Iron, Nature’s Universal Element: Why People Need Iron and Animals Make Magnets by Eugenie Vorburger Mielczarek and Sharon Bertsch McGrayne Rutgers University Press: New Brunswick, NJ, 2000. 204 pp. includes figures. ISBN: 0-8135-2831-3. $30 reviewed by Linda H. Doerrer

Iron, Nature’s Universal Element: Why People Need Iron and Animals Make Magnets is a well-researched and extremely well-written book. I found it a highly entertaining read as well as an informative one. It is suitable for the lay reader who only encounters details about iron on a vitamin bottle, but is also valuable for any scientist with an interest in iron, and particularly those teaching undergraduates about it. I would have loved this book as a high school student and imagine the text accessible to advanced middle school students also. The different aspects of iron will not be new to most chemists, but this collection of so many between two covers and explained in such entertaining detail is an accomplishment.

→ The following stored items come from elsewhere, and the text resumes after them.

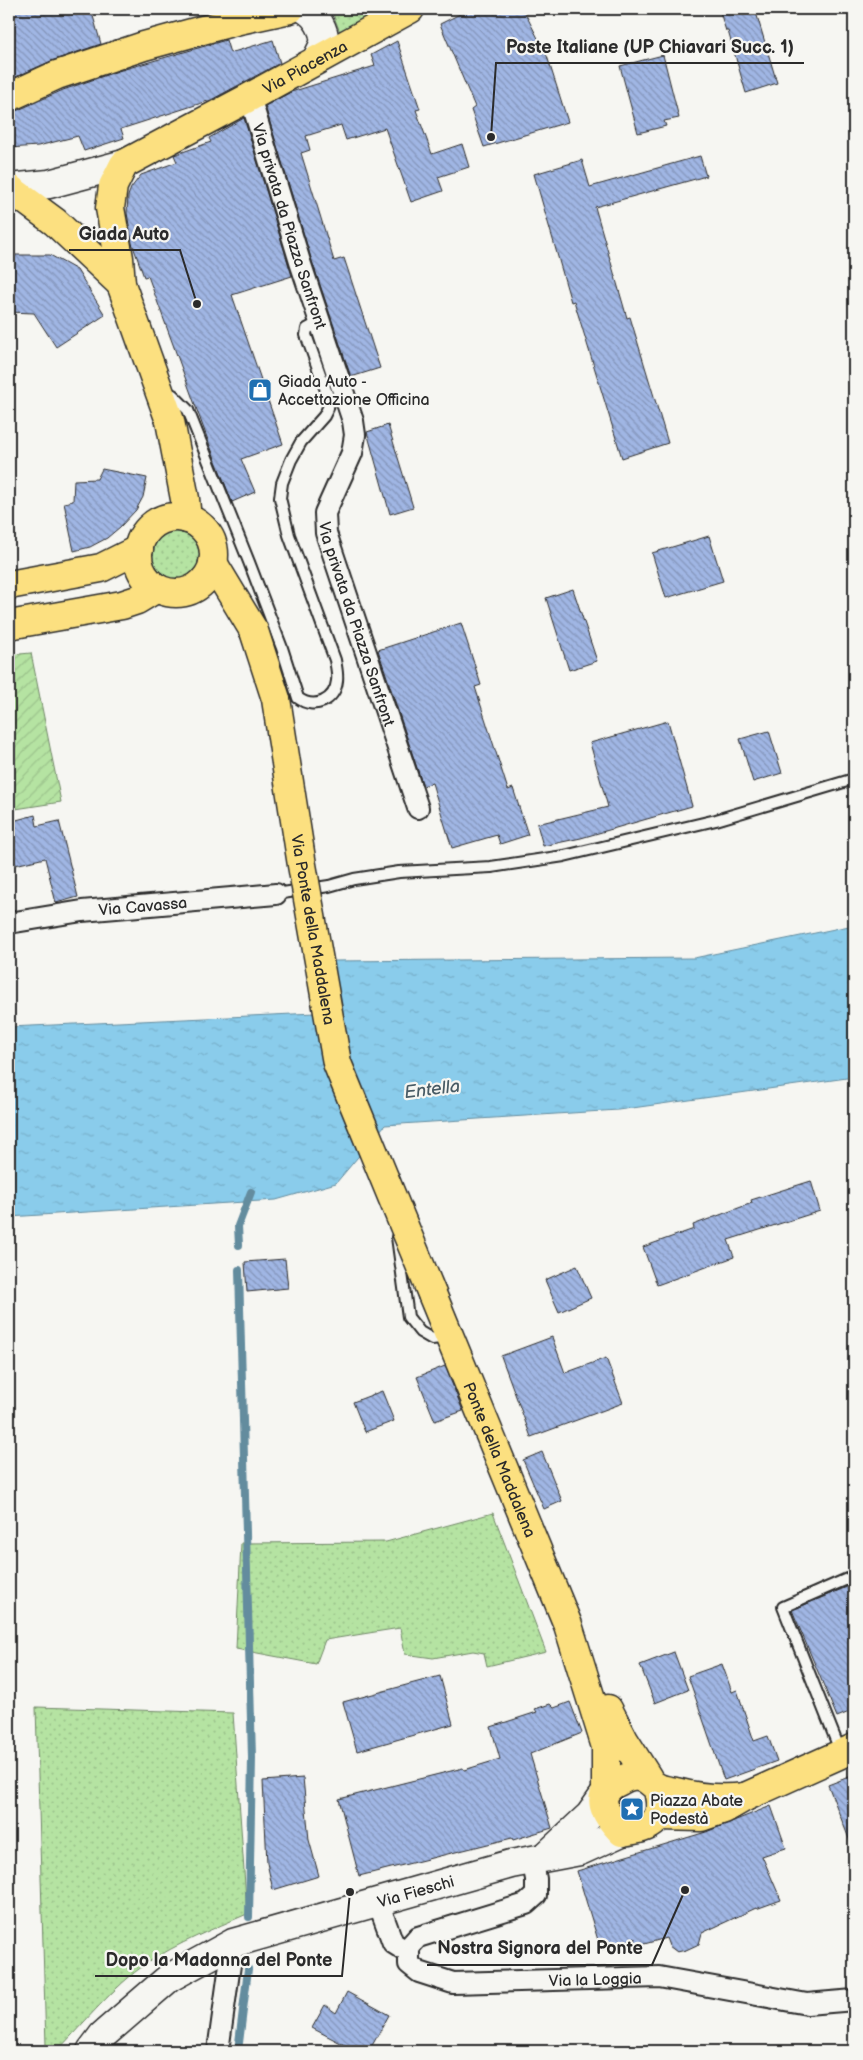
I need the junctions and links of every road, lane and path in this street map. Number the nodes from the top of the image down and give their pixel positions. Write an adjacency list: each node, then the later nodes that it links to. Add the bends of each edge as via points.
1 (290, 9): 4 (main road)
2 (305, 9): 5 (street, via 322,27 324,42)
3 (410, 9): 5 (main road, Via Piacenza)
4 (238, 14): 7 (main road, via 57,74)
5 (317, 59): 6 (main road, Via Piacenza)
6 (250, 97): 8 (main road, Via Piacenza); 11 (street, Via privata da Piazza Sanfront)
7 (9, 98)
8 (124, 164): 9 (street, via 49,184); 10 (main road, via 113,186 110,208)
9 (9, 188): 10 (main road, via 56,222)
10 (121, 284): 12 (main road)
11 (320, 322): 12 (lane, via 307,329 306,335 330,399 328,408 301,442 282,483 280,498 289,536 335,660 338,681 331,696 318,704 305,703 298,698 269,614 188,410); 20 (street, Via privata da Piazza Sanfront, via 355,435 352,453 325,513 326,533)
12 (158, 386): 13 (main road, via 170,421)
13 (187, 519): 14 (main road, via 174,517 151,526); 15 (main road, via 206,531 214,552)
14 (138, 549): 16 (main road, via 101,568); 17 (main road, via 142,571)
15 (214, 563): 17 (main road, via 202,583 192,590 180,593); 24 (main road, Via Ponte della Maddalena, bridge, via 254,631 276,699 337,1063)
16 (9, 585)
17 (158, 588): 18 (main road, via 122,605)
18 (9, 625)
19 (854, 779): 21 (lane, via 716,820 564,856 491,867 399,872)
20 (418, 808)
21 (276, 894): 22 (street, Via Cavassa, via 82,911)
22 (9, 923)
23 (397, 1238): 25 (lane, via 408,1317 420,1332 432,1339)
24 (432, 1294): 25 (main road, Ponte della Maddalena)
25 (449, 1336): 27 (main road, Ponte della Maddalena)
26 (854, 1576): 28 (lane, via 783,1607)
27 (568, 1625): 29 (main road, Ponte della Maddalena, via 624,1740); 30 (main road, Ponte della Maddalena, via 606,1747)
28 (848, 1751): 31 (main road)
29 (653, 1783): 30 (main road, via 636,1775 622,1780); 31 (main road, via 698,1797); 32 (main road)
30 (604, 1794): 33 (main road, via 604,1808); 34 (street, via 590,1815)
31 (745, 1797): 32 (main road, via 701,1817)
32 (660, 1816): 33 (main road, via 656,1822 642,1828)
33 (622, 1832): 34 (street, Via Fieschi, via 580,1850)
34 (529, 1860): 35 (street, Via Fieschi); 37 (street, via 536,1879 536,1895 526,1904 418,1937)
35 (378, 1902): 36 (street, Via Fieschi); 37 (street, Via la Loggia, via 393,1943)
36 (233, 1943): 39 (street, Via Fieschi, via 169,1978 104,2034); 40 (street)
37 (409, 1953): 38 (street, Via la Loggia, via 409,1964 419,1972 454,1983 659,1977 807,2004)
38 (854, 2000)
39 (91, 2051)
40 (218, 2051)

The main strength of the text is its unique approach. The story of iron is told from the beginning of the earth’s history (nuclear synthesis is not much discussed, though that is one of the few topics I missed in this book) through to contemporary human health concerns. Chapter 1 contains a brief review of atomic structure in a simplistic Bohr-type atom, and describes the physical distribution of iron throughout the earth (core, mantle, and crust). The important distinction between divalent and trivalent iron is made in the context of the early earth atmosphere. The iron distribution in terrestrial and aquatic environments as well as iron use by primitive organisms are discussed leading easily, as all chapters in this text do, to the next chapter. This chapter also typifies the rest of the book by presenting what once was a puzzle in natural science and its elucidation by a particular researcher, in this case our understanding archaebacteria’s familial relationship to other life forms. Chapter 2 describes the advent of oxygen gas on earth as a result of production by photosynthetic organisms. This development was catastrophic for most of the contemporary life forms, and the reasons are clearly explained. Chapter 3 uses the basic chemical ideas developed so far to explain the challenges facing organisms that need soluble, divalent iron in an aqueous and oxidizing environment. The authors explain iron entrapment and storage in small and large organisms, and the importance of reversible processes.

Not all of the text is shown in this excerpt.